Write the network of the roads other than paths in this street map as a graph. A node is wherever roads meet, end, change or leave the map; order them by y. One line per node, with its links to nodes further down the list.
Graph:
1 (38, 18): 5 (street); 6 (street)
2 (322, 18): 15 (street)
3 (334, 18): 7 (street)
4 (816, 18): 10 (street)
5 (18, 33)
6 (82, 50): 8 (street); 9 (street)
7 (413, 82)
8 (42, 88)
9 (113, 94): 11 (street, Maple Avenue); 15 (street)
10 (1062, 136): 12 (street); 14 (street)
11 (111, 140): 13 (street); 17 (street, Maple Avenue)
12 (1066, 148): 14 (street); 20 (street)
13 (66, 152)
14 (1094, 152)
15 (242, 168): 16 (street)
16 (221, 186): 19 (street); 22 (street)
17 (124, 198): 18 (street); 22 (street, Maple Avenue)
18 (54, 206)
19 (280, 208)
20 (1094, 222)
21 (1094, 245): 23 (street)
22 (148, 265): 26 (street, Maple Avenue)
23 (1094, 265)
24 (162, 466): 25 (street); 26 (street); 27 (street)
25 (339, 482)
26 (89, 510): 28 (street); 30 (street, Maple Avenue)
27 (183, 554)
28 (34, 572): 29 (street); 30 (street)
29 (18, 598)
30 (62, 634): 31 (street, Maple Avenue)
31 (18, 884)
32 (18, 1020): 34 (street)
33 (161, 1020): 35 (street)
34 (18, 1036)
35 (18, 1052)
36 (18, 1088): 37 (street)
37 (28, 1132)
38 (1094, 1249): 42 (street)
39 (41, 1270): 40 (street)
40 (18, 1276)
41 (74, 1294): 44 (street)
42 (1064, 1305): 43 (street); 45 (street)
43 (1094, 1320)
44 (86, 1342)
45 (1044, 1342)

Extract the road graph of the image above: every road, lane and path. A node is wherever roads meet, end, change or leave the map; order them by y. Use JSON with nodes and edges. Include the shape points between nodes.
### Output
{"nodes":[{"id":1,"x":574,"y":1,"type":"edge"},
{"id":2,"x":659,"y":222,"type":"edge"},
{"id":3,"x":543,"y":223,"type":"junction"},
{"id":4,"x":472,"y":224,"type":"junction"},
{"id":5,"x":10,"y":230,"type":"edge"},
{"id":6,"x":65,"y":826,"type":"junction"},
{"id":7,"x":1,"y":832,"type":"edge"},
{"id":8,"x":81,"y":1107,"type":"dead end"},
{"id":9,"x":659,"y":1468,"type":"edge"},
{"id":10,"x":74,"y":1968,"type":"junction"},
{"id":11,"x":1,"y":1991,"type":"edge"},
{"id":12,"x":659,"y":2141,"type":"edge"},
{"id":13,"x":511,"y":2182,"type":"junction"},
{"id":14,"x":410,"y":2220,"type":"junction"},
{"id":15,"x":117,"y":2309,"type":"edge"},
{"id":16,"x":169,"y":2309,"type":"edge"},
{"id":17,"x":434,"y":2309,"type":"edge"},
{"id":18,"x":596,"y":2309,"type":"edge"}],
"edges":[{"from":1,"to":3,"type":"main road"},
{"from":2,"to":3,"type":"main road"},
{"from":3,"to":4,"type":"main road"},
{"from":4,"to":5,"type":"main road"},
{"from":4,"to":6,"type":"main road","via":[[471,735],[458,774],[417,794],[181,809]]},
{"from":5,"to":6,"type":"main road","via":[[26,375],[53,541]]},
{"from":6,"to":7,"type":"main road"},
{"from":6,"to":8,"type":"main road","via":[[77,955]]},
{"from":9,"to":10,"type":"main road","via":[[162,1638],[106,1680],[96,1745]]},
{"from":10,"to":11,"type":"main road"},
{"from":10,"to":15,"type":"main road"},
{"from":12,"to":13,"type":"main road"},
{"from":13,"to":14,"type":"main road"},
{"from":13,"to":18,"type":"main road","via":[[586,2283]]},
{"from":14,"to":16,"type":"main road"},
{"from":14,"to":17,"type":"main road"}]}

+++

**TASK INSTRUCTIONS:** Please make an exact copy of the entries, down to the last character.

**RESPONSE TO THE EXERCISE:**
Write the network of the roads other than paths in this street map as a graph. A node is wherever roads meet, end, change or leave the map; order them by y. One line per node, with its links to nodes further down the list.
Graph:
1 (38, 18): 5 (street); 6 (street)
2 (322, 18): 15 (street)
3 (334, 18): 7 (street)
4 (816, 18): 10 (street)
5 (18, 33)
6 (82, 50): 8 (street); 9 (street)
7 (413, 82)
8 (42, 88)
9 (113, 94): 11 (street, Maple Avenue); 15 (street)
10 (1062, 136): 12 (street); 14 (street)
11 (111, 140): 13 (street); 17 (street, Maple Avenue)
12 (1066, 148): 14 (street); 20 (street)
13 (66, 152)
14 (1094, 152)
15 (242, 168): 16 (street)
16 (221, 186): 19 (street); 22 (street)
17 (124, 198): 18 (street); 22 (street, Maple Avenue)
18 (54, 206)
19 (280, 208)
20 (1094, 222)
21 (1094, 245): 23 (street)
22 (148, 265): 26 (street, Maple Avenue)
23 (1094, 265)
24 (162, 466): 25 (street); 26 (street); 27 (street)
25 (339, 482)
26 (89, 510): 28 (street); 30 (street, Maple Avenue)
27 (183, 554)
28 (34, 572): 29 (street); 30 (street)
29 (18, 598)
30 (62, 634): 31 (street, Maple Avenue)
31 (18, 884)
32 (18, 1020): 34 (street)
33 (161, 1020): 35 (street)
34 (18, 1036)
35 (18, 1052)
36 (18, 1088): 37 (street)
37 (28, 1132)
38 (1094, 1249): 42 (street)
39 (41, 1270): 40 (street)
40 (18, 1276)
41 (74, 1294): 44 (street)
42 (1064, 1305): 43 (street); 45 (street)
43 (1094, 1320)
44 (86, 1342)
45 (1044, 1342)

Extract the road graph of the image above: every road, lane and path. A node is wherever roads meet, end, change or leave the map; order them by y. Use JSON with nodes and edges. Include the shape points between nodes.
### Output
{"nodes":[{"id":1,"x":574,"y":1,"type":"edge"},
{"id":2,"x":659,"y":222,"type":"edge"},
{"id":3,"x":543,"y":223,"type":"junction"},
{"id":4,"x":472,"y":224,"type":"junction"},
{"id":5,"x":10,"y":230,"type":"edge"},
{"id":6,"x":65,"y":826,"type":"junction"},
{"id":7,"x":1,"y":832,"type":"edge"},
{"id":8,"x":81,"y":1107,"type":"dead end"},
{"id":9,"x":659,"y":1468,"type":"edge"},
{"id":10,"x":74,"y":1968,"type":"junction"},
{"id":11,"x":1,"y":1991,"type":"edge"},
{"id":12,"x":659,"y":2141,"type":"edge"},
{"id":13,"x":511,"y":2182,"type":"junction"},
{"id":14,"x":410,"y":2220,"type":"junction"},
{"id":15,"x":117,"y":2309,"type":"edge"},
{"id":16,"x":169,"y":2309,"type":"edge"},
{"id":17,"x":434,"y":2309,"type":"edge"},
{"id":18,"x":596,"y":2309,"type":"edge"}],
"edges":[{"from":1,"to":3,"type":"main road"},
{"from":2,"to":3,"type":"main road"},
{"from":3,"to":4,"type":"main road"},
{"from":4,"to":5,"type":"main road"},
{"from":4,"to":6,"type":"main road","via":[[471,735],[458,774],[417,794],[181,809]]},
{"from":5,"to":6,"type":"main road","via":[[26,375],[53,541]]},
{"from":6,"to":7,"type":"main road"},
{"from":6,"to":8,"type":"main road","via":[[77,955]]},
{"from":9,"to":10,"type":"main road","via":[[162,1638],[106,1680],[96,1745]]},
{"from":10,"to":11,"type":"main road"},
{"from":10,"to":15,"type":"main road"},
{"from":12,"to":13,"type":"main road"},
{"from":13,"to":14,"type":"main road"},
{"from":13,"to":18,"type":"main road","via":[[586,2283]]},
{"from":14,"to":16,"type":"main road"},
{"from":14,"to":17,"type":"main road"}]}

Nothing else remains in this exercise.